The task -
Don't include any picture when you restate the data word for word.

Data in this exercise -
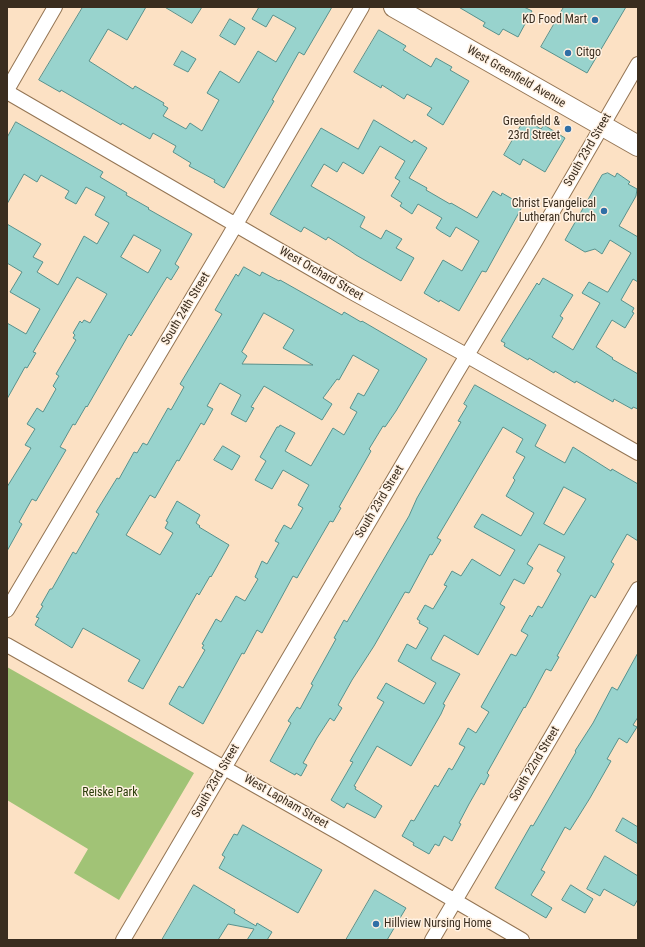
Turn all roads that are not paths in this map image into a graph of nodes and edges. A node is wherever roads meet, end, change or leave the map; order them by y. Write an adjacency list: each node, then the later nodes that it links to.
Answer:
1 (55, 7): 5 (street)
2 (362, 7): 8 (street, South 24th Street)
3 (394, 7): 6 (main road, West Greenfield Avenue)
4 (638, 64): 6 (street, South 23rd Street)
5 (7, 91): 8 (street, West Orchard Street)
6 (602, 126): 7 (main road, West Greenfield Avenue); 9 (street, South 23rd Street)
7 (638, 146)
8 (235, 225): 9 (street, West Orchard Street); 12 (street, South 24th Street)
9 (466, 355): 10 (street, West Orchard Street); 14 (street, South 23rd Street)
10 (638, 453)
11 (638, 589): 15 (street, South 22nd Street)
12 (7, 610)
13 (7, 645): 14 (street, West Lapham Street)
14 (224, 767): 15 (street, West Lapham Street); 16 (street, South 23rd Street)
15 (454, 901): 17 (street, South 22nd Street); 18 (street, West Lapham Street)
16 (123, 940)
17 (432, 940)
18 (522, 940)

Answer box -
Turn all roads that are not paths in this map image into a graph of nodes and edges. A node is wherever roads meet, end, change or leave the map; order them by y. Write an adjacency list: each node, then the later nodes that it links to.
Answer:
1 (55, 7): 5 (street)
2 (362, 7): 8 (street, South 24th Street)
3 (394, 7): 6 (main road, West Greenfield Avenue)
4 (638, 64): 6 (street, South 23rd Street)
5 (7, 91): 8 (street, West Orchard Street)
6 (602, 126): 7 (main road, West Greenfield Avenue); 9 (street, South 23rd Street)
7 (638, 146)
8 (235, 225): 9 (street, West Orchard Street); 12 (street, South 24th Street)
9 (466, 355): 10 (street, West Orchard Street); 14 (street, South 23rd Street)
10 (638, 453)
11 (638, 589): 15 (street, South 22nd Street)
12 (7, 610)
13 (7, 645): 14 (street, West Lapham Street)
14 (224, 767): 15 (street, West Lapham Street); 16 (street, South 23rd Street)
15 (454, 901): 17 (street, South 22nd Street); 18 (street, West Lapham Street)
16 (123, 940)
17 (432, 940)
18 (522, 940)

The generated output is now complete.